_Required work:_ Your reply should hold exactly the lines from the one that contains "I need the junctions" through the end of the data. Repeat them word for word.

_Material provided:_

BEGIN

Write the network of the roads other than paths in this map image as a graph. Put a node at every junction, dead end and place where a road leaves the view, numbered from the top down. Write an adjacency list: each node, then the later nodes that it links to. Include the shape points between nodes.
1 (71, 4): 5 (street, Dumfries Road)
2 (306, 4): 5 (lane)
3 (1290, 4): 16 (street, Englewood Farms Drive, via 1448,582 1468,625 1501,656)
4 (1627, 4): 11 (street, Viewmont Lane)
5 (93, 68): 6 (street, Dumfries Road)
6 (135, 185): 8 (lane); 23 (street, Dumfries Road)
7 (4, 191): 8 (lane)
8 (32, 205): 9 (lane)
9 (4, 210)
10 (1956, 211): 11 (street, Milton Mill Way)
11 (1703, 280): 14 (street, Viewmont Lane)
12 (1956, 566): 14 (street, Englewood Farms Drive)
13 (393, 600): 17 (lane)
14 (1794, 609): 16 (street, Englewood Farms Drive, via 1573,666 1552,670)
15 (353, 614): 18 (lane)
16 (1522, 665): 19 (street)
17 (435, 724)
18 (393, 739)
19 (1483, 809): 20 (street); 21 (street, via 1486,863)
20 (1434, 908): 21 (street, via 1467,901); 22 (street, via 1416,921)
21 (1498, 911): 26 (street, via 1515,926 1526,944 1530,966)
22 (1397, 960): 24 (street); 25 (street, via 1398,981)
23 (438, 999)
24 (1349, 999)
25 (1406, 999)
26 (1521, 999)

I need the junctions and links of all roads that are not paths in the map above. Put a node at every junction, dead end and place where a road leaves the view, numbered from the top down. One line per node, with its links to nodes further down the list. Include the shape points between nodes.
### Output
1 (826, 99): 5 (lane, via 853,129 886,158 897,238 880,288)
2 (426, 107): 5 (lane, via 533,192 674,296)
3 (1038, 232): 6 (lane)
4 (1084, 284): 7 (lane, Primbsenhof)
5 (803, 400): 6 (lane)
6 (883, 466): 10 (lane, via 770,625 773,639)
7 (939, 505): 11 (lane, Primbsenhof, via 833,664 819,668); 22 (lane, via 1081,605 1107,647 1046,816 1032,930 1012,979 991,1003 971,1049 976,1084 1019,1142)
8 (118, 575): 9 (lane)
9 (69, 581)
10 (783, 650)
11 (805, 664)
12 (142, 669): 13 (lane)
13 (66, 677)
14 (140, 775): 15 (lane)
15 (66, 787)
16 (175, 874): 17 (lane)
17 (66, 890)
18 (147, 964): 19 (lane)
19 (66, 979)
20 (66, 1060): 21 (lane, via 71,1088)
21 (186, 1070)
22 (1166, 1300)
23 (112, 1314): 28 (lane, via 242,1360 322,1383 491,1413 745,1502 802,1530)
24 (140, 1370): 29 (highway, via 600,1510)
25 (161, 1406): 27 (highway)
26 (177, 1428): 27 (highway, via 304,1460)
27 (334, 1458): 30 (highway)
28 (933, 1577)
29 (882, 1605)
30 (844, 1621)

END

_Result of the exercise:_
I need the junctions and links of all roads that are not paths in the map above. Put a node at every junction, dead end and place where a road leaves the view, numbered from the top down. One line per node, with its links to nodes further down the list. Include the shape points between nodes.
### Output
1 (826, 99): 5 (lane, via 853,129 886,158 897,238 880,288)
2 (426, 107): 5 (lane, via 533,192 674,296)
3 (1038, 232): 6 (lane)
4 (1084, 284): 7 (lane, Primbsenhof)
5 (803, 400): 6 (lane)
6 (883, 466): 10 (lane, via 770,625 773,639)
7 (939, 505): 11 (lane, Primbsenhof, via 833,664 819,668); 22 (lane, via 1081,605 1107,647 1046,816 1032,930 1012,979 991,1003 971,1049 976,1084 1019,1142)
8 (118, 575): 9 (lane)
9 (69, 581)
10 (783, 650)
11 (805, 664)
12 (142, 669): 13 (lane)
13 (66, 677)
14 (140, 775): 15 (lane)
15 (66, 787)
16 (175, 874): 17 (lane)
17 (66, 890)
18 (147, 964): 19 (lane)
19 (66, 979)
20 (66, 1060): 21 (lane, via 71,1088)
21 (186, 1070)
22 (1166, 1300)
23 (112, 1314): 28 (lane, via 242,1360 322,1383 491,1413 745,1502 802,1530)
24 (140, 1370): 29 (highway, via 600,1510)
25 (161, 1406): 27 (highway)
26 (177, 1428): 27 (highway, via 304,1460)
27 (334, 1458): 30 (highway)
28 (933, 1577)
29 (882, 1605)
30 (844, 1621)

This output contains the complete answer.